Search the records for "soft" and copy each line that holds it.

> [Dataset excerpts]
□ □ □
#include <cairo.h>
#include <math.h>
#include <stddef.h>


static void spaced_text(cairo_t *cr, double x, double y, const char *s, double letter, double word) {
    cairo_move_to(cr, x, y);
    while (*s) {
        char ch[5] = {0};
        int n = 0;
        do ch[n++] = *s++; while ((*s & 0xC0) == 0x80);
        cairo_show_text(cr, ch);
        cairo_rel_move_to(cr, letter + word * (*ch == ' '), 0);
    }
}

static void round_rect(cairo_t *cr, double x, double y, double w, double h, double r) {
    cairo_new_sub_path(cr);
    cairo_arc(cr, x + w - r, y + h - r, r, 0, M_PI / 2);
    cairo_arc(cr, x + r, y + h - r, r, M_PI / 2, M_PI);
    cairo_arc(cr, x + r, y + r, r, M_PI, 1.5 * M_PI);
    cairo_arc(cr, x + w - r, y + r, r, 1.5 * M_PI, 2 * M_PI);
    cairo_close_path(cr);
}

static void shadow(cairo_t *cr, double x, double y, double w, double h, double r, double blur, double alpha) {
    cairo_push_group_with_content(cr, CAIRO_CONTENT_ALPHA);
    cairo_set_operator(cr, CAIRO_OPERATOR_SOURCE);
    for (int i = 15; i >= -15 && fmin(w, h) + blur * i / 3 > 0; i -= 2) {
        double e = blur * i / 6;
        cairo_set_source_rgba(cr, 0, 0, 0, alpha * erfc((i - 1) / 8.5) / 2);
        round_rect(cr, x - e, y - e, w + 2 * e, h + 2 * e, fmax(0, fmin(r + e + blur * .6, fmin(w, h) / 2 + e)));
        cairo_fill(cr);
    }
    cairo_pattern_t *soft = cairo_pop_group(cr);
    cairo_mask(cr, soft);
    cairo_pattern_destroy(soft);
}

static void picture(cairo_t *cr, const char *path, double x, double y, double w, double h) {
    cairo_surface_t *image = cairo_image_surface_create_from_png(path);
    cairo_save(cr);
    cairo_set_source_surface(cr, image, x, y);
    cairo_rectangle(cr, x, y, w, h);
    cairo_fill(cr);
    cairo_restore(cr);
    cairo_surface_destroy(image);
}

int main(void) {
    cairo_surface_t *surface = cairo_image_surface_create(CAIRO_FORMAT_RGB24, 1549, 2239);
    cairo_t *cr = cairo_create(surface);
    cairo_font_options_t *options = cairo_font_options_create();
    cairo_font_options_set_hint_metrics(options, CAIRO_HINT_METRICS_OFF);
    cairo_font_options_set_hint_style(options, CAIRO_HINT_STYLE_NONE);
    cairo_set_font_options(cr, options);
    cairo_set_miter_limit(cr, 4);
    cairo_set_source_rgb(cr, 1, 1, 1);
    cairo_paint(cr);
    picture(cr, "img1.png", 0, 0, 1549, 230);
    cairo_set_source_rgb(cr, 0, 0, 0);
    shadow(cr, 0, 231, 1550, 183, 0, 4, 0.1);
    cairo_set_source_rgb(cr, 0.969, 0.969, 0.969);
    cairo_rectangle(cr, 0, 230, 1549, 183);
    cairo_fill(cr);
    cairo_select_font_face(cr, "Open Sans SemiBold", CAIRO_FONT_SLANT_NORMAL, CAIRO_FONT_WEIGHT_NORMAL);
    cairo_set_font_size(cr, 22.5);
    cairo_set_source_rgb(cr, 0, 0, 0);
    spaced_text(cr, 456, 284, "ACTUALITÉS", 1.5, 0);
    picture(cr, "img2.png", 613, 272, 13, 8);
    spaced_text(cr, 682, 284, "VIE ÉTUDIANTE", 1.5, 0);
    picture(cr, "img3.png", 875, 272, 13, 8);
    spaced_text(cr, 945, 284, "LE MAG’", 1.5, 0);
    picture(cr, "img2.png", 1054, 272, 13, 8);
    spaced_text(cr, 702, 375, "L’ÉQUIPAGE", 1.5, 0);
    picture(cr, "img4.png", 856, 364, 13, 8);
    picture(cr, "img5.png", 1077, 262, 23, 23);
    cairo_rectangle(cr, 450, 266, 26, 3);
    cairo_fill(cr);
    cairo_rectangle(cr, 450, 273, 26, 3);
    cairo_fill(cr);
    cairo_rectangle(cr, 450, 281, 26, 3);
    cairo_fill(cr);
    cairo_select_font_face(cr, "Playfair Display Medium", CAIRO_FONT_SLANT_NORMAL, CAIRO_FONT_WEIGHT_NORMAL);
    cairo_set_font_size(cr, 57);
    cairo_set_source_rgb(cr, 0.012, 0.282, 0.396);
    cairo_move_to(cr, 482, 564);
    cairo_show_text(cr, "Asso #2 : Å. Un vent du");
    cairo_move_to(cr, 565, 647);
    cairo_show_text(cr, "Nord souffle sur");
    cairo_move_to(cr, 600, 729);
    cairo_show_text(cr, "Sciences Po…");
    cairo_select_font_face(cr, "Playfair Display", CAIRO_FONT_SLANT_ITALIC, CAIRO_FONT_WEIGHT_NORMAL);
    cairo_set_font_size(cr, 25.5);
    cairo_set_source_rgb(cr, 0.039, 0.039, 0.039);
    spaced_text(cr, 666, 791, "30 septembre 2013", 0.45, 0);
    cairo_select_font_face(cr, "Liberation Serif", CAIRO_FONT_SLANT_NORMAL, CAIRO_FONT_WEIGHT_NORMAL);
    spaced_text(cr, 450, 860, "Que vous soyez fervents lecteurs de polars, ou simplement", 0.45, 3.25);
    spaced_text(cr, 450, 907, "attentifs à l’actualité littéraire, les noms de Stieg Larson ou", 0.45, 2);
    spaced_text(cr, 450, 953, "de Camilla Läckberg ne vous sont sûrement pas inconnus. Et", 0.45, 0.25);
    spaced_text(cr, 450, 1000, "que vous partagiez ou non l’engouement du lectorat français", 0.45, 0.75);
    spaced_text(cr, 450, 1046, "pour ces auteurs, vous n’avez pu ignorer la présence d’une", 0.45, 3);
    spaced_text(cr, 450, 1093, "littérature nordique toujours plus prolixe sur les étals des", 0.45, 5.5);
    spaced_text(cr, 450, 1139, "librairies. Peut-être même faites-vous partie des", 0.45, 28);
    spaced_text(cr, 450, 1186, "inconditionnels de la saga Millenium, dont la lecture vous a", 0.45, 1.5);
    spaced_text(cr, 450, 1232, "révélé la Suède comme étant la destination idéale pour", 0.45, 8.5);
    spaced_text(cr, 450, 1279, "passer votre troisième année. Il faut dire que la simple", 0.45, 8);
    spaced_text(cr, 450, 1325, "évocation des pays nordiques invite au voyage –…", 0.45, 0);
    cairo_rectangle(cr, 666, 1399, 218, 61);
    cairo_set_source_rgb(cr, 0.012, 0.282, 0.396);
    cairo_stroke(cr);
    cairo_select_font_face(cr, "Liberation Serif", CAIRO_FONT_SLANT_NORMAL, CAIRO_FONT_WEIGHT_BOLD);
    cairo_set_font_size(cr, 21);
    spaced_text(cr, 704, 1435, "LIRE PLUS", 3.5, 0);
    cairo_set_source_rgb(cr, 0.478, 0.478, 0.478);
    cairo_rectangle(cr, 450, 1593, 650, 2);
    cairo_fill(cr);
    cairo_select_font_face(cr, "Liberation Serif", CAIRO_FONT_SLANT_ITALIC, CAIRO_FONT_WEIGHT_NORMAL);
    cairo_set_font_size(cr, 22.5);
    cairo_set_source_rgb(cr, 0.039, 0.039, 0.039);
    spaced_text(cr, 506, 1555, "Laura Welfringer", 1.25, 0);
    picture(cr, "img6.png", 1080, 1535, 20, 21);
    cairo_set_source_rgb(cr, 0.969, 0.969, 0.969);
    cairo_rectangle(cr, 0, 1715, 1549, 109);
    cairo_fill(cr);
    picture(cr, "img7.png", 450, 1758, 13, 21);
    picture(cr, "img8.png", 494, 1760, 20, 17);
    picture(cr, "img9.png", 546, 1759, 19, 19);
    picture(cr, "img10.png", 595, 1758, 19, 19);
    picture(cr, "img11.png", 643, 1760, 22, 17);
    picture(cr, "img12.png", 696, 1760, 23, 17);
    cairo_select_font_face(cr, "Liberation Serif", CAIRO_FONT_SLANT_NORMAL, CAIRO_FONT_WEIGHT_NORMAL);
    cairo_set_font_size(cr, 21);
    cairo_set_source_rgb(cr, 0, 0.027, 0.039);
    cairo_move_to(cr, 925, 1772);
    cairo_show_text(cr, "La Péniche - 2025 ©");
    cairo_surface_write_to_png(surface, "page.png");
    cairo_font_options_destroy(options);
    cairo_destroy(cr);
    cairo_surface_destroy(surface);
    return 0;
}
□ □ □
> [Answer section]
    cairo_pattern_t *soft = cairo_pop_group(cr);
    cairo_mask(cr, soft);
    cairo_pattern_destroy(soft);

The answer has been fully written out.